800 GP - I vostri racconti: Nürburgring 1995
28.5.2010
Scegliere solo una gara per riassumere la storia Ferrari è troppo poco, dal momento che ce ne sono così tante e ognuna ha il suo significato. Potrei sceglierne una con il grande Schumacher (Spagna, 1996, Monaco 1997, Ungheria 1998, Giappone 2000, Cina 2006 ...), ma, invece, conferisco questo onore ad uno dei miei piloti preferiti da sempre: Jean Alesi. La gara è quella del Nürburgring e l'anno il 1995.
Jean Alesi e Gerhard Berger erano, ancora una volta, molto vicini alla Benetton e alla Williams che a quel tempo guidavano la classifica. Tuttavia, le condizioni meteorologiche hanno giocato un ruolo importante nella gara. E con un pilota di talento come Alesi è stata quasi perfetta.
Con la pista ancora umida e le vetture inizialmente molto pesanti, i due piloti della Ferrari riuscivano a mantenere un buon passo, risalendo agevolmente in testa e girando su tempi simili a quelli del leader, con Alesi che talvolta era il più veloce in pista.
Alesi conduceva in maniera strabiliante la sua 412 T2 sul tracciato del Nürburgring.
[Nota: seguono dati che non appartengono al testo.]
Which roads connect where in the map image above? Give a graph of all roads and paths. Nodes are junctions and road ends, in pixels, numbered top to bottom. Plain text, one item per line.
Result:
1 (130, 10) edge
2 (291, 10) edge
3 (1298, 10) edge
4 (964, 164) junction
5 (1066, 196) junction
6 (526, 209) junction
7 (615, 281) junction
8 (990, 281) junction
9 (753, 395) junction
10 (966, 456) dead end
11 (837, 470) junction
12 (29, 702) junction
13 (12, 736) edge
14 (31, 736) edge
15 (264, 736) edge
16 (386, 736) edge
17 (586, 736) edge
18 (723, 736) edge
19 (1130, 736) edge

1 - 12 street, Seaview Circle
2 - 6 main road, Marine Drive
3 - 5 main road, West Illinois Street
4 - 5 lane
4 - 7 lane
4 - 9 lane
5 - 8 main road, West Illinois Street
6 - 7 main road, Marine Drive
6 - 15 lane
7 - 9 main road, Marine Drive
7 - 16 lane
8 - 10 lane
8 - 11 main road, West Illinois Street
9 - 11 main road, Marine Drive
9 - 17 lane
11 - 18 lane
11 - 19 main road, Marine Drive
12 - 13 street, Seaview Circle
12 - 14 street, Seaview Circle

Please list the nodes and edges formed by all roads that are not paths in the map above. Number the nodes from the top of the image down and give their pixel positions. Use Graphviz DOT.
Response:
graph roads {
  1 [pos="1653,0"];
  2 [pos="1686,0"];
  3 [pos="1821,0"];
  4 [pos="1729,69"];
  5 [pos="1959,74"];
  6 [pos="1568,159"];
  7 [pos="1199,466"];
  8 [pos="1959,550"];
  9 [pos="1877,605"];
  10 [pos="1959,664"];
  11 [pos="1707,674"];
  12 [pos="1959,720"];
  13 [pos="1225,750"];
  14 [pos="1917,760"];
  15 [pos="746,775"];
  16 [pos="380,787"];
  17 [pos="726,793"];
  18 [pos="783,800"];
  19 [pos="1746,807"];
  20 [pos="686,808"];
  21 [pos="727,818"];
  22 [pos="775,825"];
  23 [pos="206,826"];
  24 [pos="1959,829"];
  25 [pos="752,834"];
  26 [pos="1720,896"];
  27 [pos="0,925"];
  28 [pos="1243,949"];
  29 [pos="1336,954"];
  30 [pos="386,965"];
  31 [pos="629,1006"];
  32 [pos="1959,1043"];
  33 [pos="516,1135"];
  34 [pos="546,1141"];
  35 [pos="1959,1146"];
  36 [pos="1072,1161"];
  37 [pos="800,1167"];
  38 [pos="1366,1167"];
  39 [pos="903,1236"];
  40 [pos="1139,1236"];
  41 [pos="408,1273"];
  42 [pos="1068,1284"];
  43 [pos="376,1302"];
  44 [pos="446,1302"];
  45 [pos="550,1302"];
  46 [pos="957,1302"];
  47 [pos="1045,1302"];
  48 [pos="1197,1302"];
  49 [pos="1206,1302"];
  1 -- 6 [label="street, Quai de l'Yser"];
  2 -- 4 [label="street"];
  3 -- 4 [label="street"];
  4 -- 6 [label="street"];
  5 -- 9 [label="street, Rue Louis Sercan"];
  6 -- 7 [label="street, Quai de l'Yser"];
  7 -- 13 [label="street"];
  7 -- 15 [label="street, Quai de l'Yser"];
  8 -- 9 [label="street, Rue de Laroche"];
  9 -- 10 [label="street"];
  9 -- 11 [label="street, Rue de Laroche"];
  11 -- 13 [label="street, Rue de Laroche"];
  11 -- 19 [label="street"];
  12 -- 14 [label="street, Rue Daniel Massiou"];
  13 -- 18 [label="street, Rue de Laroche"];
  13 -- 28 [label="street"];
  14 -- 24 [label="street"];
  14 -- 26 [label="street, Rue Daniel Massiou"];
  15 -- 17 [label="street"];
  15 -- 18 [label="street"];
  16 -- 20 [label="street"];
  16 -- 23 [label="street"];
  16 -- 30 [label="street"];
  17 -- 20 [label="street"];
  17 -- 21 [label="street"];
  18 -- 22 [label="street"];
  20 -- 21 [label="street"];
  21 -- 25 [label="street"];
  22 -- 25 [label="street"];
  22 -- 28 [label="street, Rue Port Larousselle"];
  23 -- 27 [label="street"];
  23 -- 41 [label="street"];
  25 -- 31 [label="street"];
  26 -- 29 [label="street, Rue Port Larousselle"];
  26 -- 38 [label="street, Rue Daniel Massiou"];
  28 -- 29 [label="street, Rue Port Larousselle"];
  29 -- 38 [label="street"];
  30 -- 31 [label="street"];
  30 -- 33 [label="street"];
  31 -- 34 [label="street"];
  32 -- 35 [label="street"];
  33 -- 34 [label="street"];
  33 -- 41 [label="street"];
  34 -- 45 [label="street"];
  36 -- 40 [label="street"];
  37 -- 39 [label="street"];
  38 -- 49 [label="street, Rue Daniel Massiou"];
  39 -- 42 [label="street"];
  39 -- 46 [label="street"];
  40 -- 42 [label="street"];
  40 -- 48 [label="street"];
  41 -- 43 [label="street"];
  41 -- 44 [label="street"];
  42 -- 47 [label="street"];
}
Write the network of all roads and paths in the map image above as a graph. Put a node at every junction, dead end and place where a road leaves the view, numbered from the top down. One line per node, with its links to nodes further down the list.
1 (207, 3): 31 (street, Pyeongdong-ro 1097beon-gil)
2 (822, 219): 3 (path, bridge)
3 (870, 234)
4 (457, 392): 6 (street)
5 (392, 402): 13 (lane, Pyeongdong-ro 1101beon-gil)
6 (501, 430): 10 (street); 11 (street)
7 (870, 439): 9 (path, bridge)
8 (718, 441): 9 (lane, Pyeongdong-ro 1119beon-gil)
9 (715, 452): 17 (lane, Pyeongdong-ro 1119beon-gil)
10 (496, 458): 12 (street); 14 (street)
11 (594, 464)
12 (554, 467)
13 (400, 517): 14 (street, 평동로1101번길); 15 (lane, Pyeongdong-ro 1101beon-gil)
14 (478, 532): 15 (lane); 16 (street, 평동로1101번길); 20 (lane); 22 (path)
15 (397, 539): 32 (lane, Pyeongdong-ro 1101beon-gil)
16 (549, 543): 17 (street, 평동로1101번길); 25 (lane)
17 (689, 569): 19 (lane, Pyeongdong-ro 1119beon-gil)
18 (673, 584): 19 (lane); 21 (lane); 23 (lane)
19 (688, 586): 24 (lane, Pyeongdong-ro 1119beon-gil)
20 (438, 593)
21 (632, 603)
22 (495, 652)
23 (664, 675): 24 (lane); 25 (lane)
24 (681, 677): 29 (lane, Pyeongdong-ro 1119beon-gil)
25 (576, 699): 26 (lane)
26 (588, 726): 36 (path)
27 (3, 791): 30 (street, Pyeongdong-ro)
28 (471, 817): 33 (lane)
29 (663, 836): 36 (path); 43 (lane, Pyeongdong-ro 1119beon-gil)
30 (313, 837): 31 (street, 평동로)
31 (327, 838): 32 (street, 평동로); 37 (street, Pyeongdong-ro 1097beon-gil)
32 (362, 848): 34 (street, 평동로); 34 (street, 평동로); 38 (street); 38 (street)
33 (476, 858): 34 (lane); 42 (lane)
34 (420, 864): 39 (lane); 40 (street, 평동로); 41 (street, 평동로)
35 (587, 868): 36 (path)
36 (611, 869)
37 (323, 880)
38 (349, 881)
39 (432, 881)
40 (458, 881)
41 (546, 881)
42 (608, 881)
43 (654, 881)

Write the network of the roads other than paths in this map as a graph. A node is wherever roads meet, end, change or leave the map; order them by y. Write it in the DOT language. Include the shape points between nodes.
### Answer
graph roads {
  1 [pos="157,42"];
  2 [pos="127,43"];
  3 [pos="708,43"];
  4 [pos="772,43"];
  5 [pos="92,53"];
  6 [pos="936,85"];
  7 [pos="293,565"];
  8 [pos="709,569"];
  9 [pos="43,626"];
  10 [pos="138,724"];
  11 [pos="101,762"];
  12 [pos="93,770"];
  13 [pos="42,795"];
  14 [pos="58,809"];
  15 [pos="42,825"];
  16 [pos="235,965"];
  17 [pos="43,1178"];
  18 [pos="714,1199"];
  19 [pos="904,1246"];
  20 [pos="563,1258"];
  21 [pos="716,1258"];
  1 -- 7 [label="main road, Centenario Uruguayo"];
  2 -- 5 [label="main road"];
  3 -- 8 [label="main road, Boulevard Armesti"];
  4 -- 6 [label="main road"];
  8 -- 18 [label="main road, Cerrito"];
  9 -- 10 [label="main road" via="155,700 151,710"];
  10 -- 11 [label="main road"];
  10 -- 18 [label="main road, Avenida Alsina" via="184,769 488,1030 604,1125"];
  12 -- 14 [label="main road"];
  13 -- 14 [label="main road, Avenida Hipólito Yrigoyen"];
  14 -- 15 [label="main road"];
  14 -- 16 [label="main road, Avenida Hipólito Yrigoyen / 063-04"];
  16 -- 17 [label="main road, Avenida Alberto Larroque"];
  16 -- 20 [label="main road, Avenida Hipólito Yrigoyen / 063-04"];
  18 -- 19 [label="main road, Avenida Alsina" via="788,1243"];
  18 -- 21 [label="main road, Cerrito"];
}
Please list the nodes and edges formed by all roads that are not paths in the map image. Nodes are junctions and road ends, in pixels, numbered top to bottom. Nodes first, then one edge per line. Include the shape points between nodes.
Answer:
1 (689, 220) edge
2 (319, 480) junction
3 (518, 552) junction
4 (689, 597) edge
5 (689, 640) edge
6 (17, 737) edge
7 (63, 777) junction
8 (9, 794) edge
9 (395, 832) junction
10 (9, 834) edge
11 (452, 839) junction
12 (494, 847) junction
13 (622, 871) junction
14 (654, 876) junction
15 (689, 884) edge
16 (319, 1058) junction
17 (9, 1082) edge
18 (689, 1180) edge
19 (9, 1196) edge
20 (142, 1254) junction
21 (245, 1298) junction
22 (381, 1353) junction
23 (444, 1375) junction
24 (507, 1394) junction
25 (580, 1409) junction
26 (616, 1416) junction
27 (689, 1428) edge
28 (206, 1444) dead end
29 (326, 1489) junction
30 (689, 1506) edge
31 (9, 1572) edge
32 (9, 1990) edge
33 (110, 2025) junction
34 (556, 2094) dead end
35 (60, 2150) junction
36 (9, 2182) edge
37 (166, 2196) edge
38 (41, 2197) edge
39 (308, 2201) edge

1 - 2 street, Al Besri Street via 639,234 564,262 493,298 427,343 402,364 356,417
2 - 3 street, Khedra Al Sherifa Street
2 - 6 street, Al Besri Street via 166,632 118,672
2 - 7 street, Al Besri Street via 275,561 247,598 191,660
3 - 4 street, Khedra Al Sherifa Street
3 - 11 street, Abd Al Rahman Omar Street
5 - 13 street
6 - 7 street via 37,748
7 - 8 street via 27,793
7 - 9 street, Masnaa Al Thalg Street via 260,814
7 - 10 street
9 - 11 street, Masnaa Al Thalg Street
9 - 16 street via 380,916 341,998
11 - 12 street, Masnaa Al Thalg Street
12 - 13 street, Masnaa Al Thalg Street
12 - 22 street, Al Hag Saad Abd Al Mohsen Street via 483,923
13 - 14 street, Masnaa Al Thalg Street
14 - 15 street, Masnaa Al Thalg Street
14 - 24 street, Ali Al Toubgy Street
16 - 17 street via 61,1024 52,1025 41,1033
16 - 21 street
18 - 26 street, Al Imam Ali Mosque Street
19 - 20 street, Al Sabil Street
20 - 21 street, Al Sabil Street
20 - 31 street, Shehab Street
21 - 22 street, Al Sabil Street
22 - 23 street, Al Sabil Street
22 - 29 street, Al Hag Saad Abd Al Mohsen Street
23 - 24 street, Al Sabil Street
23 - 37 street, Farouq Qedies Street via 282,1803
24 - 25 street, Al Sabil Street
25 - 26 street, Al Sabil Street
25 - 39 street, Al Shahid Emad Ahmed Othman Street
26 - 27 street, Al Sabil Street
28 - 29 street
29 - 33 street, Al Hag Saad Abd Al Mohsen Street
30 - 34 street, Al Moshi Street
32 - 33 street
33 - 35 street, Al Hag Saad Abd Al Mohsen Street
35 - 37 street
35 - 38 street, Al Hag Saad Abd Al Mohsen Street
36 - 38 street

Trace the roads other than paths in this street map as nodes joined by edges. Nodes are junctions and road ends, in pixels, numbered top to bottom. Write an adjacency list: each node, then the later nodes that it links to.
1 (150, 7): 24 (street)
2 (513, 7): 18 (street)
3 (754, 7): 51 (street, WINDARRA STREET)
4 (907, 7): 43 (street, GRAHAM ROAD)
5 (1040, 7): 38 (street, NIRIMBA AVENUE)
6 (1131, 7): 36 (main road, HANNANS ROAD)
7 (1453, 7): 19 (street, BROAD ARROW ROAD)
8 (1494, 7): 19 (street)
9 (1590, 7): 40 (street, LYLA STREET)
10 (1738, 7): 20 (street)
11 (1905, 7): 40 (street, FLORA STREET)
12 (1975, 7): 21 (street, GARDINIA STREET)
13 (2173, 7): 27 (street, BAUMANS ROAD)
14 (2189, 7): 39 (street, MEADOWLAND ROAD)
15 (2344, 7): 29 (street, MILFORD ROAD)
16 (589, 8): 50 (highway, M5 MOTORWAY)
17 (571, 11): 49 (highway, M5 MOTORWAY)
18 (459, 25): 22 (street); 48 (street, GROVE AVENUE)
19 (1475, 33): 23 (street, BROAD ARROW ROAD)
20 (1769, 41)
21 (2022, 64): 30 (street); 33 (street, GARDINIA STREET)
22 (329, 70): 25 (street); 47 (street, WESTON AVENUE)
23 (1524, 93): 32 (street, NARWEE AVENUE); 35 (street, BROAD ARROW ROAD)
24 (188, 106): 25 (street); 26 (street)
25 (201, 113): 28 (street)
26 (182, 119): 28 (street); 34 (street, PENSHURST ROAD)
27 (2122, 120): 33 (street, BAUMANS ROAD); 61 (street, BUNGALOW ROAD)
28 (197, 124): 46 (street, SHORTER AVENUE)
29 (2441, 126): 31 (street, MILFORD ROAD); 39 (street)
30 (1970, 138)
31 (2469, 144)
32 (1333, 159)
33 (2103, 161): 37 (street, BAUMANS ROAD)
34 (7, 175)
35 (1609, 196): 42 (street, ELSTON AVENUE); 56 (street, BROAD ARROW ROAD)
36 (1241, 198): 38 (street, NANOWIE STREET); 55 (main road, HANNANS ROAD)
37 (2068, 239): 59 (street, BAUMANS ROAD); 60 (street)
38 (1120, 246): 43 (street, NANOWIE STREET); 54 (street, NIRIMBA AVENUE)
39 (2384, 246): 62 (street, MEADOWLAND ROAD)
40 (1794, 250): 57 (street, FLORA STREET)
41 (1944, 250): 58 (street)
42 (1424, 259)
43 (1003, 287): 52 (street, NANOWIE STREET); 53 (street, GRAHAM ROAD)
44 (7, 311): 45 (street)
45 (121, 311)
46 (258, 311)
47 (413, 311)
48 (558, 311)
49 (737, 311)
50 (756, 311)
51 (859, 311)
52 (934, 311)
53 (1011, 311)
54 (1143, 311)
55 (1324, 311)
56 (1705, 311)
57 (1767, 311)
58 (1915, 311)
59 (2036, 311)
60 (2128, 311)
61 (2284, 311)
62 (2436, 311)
Agli ultimi giri, il francese era risalito fino alla prima posizione, maturando un buon vantaggio su Michael Schumacher (ancora in lotta con Damon Hill per il titolo).
Nel frattempo la pista aveva cominciato ad asciugarsi, e Schumacher aveva iniziato ad avvicinarsi ad Alesi. Un rifornimento rapido del tedesco negli ultimi 10 giri aveva dato l'impressione che il numero 27 della Ferrari fosse molto vicino ad ottenere la sua seconda vittoria con Ferrari. Ma ancora una volta Schumi aveva iniziato a volare. Giro dopo giro diminuiva il gap su Alesi. Ricordo di aver tremato parecchio vedendo la Benetton che si avvicinava alla Ferrari. Ma a cinque giri dalla fine la vettura di Schumacher era appiccicata a quella di Alesi. Cercava di respingerlo difendendo la sua prima posizione. "Dai Jean, dai" ripetevo a me stesso mentre assistevo agli ultimi giri di quella folle gara. Ma alla chicane Veedol, Alesi non riusciva più contrastare la velocità della Benetton, chiudendo la gara secondo. Quel giorno, la Ferrari aveva già firmato con Schumi e Alesi stava per lasciare la squadra. Avevo un sentimento ambivalente di gioia frammista a tristezza, visto che sapevo che stava per arrivare il migliore ma il più spettacolare doveva andarsene .. E' stata una gara che mi ha colpito molto e ancora oggi la ricordo come una delle migliori, anche se la 'Rossa' non ha vinto.